The scope of allowable discovery in federal court is broad. "Parties may obtain discovery regarding any nonprivileged matter that is relevant to any party's claim or defense." Fed. R. Civ. P. 26(b)(1). For purposes of discovery, relevant evidence includes evidence admissible at trial and information "reasonably calculated to lead to the discovery of admissible evidence." Id. However, when a subpoena is served on a non-party, the requesting party must "take reasonable steps to avoid imposing undue burden or expense on a person subject to the subpoena." Fed. R. Civ. P 45(d)(1). In order to evaluate whether burden is undue, the Court must weigh "the likely relevance of the requested material . . . against the burden of producing the material." EEOC v. Ford Motor Credit Co., 26 F.3d 44, 47 (6th Cir. 1994). The party seeking to quash a subpoena generally bears the burden to show that discovery should not be allowed. Great Lakes Trasp. Holding, LLC v. Yellow Cab Serv. Corp. of Florida, Inc., No. 11-50655, 2011 U.S. Dist. LEXIS 58910, 2011 WL 2533653, at *1 (E.D. Mich. June 27, 2011) (citing 9A Wright & Miller, Federal Practice and Procedure § 2463.1). However, some courts have held that the party seeking discovery bears the burden when relevance is not apparent on the face of the subpoena request. Snyder v. Fleetwood RV, Inc., 303 F.R.D. 502, 504 (S.D. Ohio 2014). Regardless of who bears the burden, the Court finds that the information sought here is irrelevant and thus not discoverable.

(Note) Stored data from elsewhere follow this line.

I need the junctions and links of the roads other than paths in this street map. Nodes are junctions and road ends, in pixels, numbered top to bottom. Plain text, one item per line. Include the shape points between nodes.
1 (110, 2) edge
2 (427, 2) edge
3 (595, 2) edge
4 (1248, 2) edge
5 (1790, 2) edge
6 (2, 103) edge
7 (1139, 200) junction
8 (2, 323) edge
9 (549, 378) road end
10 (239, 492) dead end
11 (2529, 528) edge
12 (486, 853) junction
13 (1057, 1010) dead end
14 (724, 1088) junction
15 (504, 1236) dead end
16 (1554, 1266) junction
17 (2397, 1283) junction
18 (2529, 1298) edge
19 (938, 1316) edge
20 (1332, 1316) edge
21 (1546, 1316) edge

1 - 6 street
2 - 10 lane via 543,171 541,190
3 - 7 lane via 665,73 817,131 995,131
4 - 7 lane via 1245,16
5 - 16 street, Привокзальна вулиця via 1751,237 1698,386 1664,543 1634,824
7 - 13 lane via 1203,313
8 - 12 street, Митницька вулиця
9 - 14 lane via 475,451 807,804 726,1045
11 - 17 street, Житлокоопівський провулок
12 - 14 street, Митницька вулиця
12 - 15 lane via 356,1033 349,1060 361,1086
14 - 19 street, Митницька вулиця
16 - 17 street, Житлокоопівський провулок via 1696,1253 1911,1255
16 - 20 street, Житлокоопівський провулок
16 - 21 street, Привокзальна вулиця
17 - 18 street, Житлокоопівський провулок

First, Braxton's complaint alleges only a limited conspiracy between the two named defendants, Heritier and Murphy; it does not allege the involvement of other unnamed parties or the Saginaw Police Department generally such that statements or emails from non-party employees like Cliff would be relevant. Braxton's broad claim that the emails could be used to defeat Defendants' defenses is too vague. He has not alleged, for example, that the emails he seeks were sent to or from or read by either Heritier or Murphy, or that the emails were relevant to the alleged conspiracy between them.

Braxton also admits he seeks the emails in order to explore a possible claim against non-party Cliff or others. However, such extraneous discovery is not permitted by the Rules. Indeed, Rule 26(b) was amended in 2000 specifically to curtail these kinds of fishing expeditions. Fed. R. Civ. P. 26(b)(1) Advisory Committee notes to 2000 Amendments (noting that substitution of phrase "claims or defenses" for previous phrase "subject matter" intended to "signal[ ] to the parties that they have no entitlement to discovery to develop new claims or defenses that are not already identified in the pleadings."). Because the information sought is not relevant to the present claims or defenses in this action, Ruth's motion to quash the subpoena as related to these emails is granted.

Ruth's motion is further granted with respect to Cliff and Luty's contact information. Braxton asserts he needs Cliff's information in order to propound interrogatories and requests for admission upon him, but as noted above, Cliff is not a party to this case and thus is not subject to such discovery. Fed. R. Civ. P. 33 and 36 (only parties subject to interrogatories and requests for admission). With respect to Luty, Braxton asserts that she agreed to testify about the content of Cliff's emails to the extent Braxton sued the police department. However, Braxton has not sued the police department and the Court has already deemed the emails irrelevant to the case at hand; therefore there is no present need for Luty's contact information.

For the foregoing reasons, third-party Robert Ruth's motion to quash Braxton's subpoena [R. 33] is GRANTED.

FootNotes


1. While the actual claims in Braxton's complaint are not entirely clear, he does not dispute Defendants' characterization of them in this manner. [R. 13, PgID 7; R. 16, PgID 64].